Do you sit down and go over the overall retirement plan? Do you identify the debt, their housing situation? Based on our research, seniors really need reassurance and guidance—a plan!—when overcoming that fear (and reality) of outliving their money. If you have a great answer to that question, please send us your thoughts.

In the meantime, read over responses from seniors and how they addressed our question: “Do you believe you have enough money to last your entire retirement?”

No, but that wasn’t always the case. My ex-wife got our house in the divorce. Ever since, I’ve been living in a senior community apartment, trying to get the pieces back together. I admit I made some bad choices. There’s no way around that. Both personally and financially, but feeling bad about it isn’t going to make things better. I need to get a plan together. I have some investments, but they took a squat in 2008, so I’m not exactly sure where I am with that either. It’s not a good future right now.

Greg, 62 Memphis, Tenn.

Um, it could go either way, but I guess that depends on how long I live (laughs). My wife and I both retired years ago. We were smart or lucky and downsized our house before the bottom fell out of the market. So, that’s been a real blessing. I’m disabled and have gotten some money from that that’s helped us a good bit. Unfortunately, as the cost of living goes up each year it makes our margin of error that much smaller. It’s a tight window. Like I said, it could go either way.  

Carl, 71 St.
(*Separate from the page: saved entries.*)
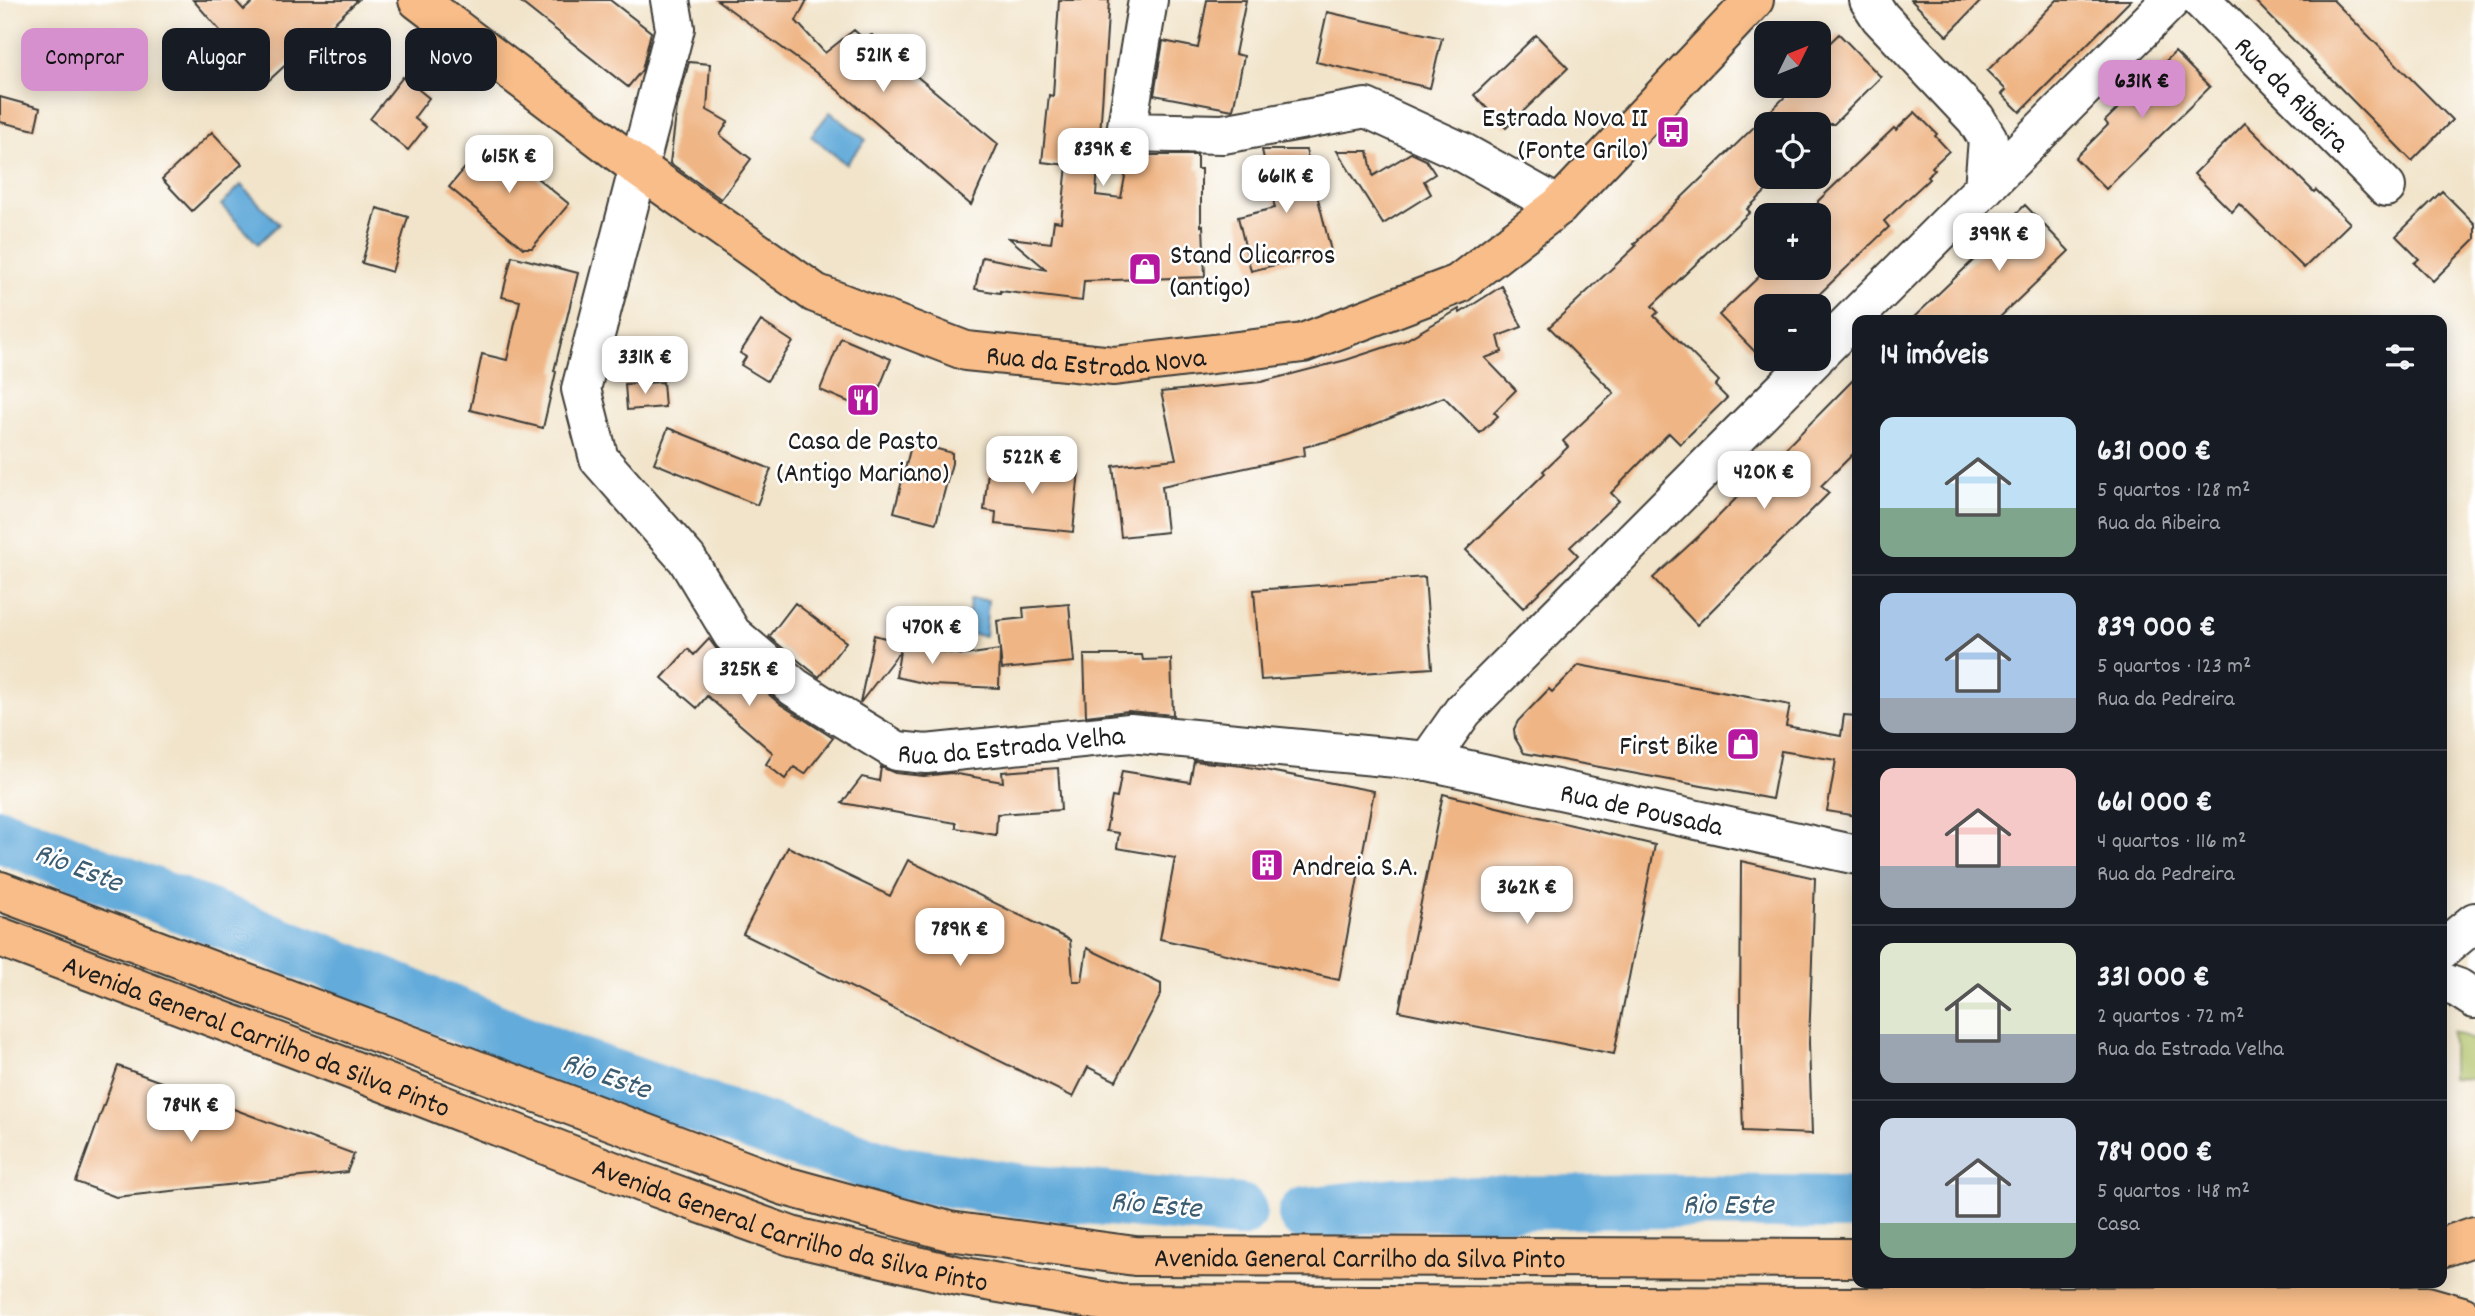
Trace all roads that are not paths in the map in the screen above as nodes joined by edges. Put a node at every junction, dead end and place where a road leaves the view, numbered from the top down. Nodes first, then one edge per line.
1 (418, 0) edge
2 (670, 0) edge
3 (1148, 0) edge
4 (1754, 0) edge
5 (2171, 0) edge
6 (2201, 0) edge
7 (1868, 6) edge
8 (640, 169) junction
9 (2386, 187) dead end
10 (1984, 188) junction
11 (1559, 206) junction
12 (1858, 315) edge
13 (1852, 321) edge
14 (1831, 342) edge
15 (1802, 371) edge
16 (1428, 761) junction
17 (1852, 854) edge
18 (0, 891) edge
19 (2475, 922) edge
20 (0, 937) edge
21 (2447, 945) edge
22 (2447, 984) edge
23 (2475, 999) edge
24 (2475, 1236) edge
25 (2447, 1246) edge
26 (1852, 1258) edge
27 (1764, 1311) edge
28 (1855, 1311) edge
29 (2462, 1316) edge

1 - 8 main road, Rua da Estrada Nova
2 - 8 street, Rua da Estrada Velha
3 - 11 street
4 - 11 main road, Rua da Estrada Nova
5 - 10 street
6 - 9 street, Rua da Ribeira
7 - 10 street
8 - 11 main road, Rua da Estrada Nova
8 - 16 street, Rua da Estrada Velha
10 - 12 street
13 - 14 street
15 - 16 street
16 - 17 street, Rua de Pousada
18 - 26 main road, Avenida General Carrilho da Silva Pinto
19 - 21 street
20 - 27 main road, Avenida General Carrilho da Silva Pinto
22 - 23 street
24 - 25 main road
27 - 28 main road, Avenida General Carrilho da Silva Pinto
28 - 29 main road, Avenida General Carrilho da Silva Pinto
Louis, Mo.

No. I’ve had a bad run of luck since 2008 and the answer is no. I was upside down on my house until the bank took it. It’s very frustrating as I worked more than 35 years for a local company that I won’t name. I’ve been in a lawsuit with the owners over the pension and other benefits, but that was overturned. I lost and right now it’s pretty dark and I’ve been looking for a job.

Bill, 60 Castle Rock, Colo.

It’s looking good. I’ve made a good living as an attorney. I’m a partner in our firm and am still very active in the practice. You know, lawyers never really retire. One of our founding partners is 87, so I have a long time before I catch him. Seriously, though, I know it’s a real issue out there for so many Americans. They either didn’t make enough to begin with or didn’t plan it out. We’ve had to help quite a few clients work through some tough times financially. It’s sad, really. They deserve better.

Barry, 62 San Diego, Calif.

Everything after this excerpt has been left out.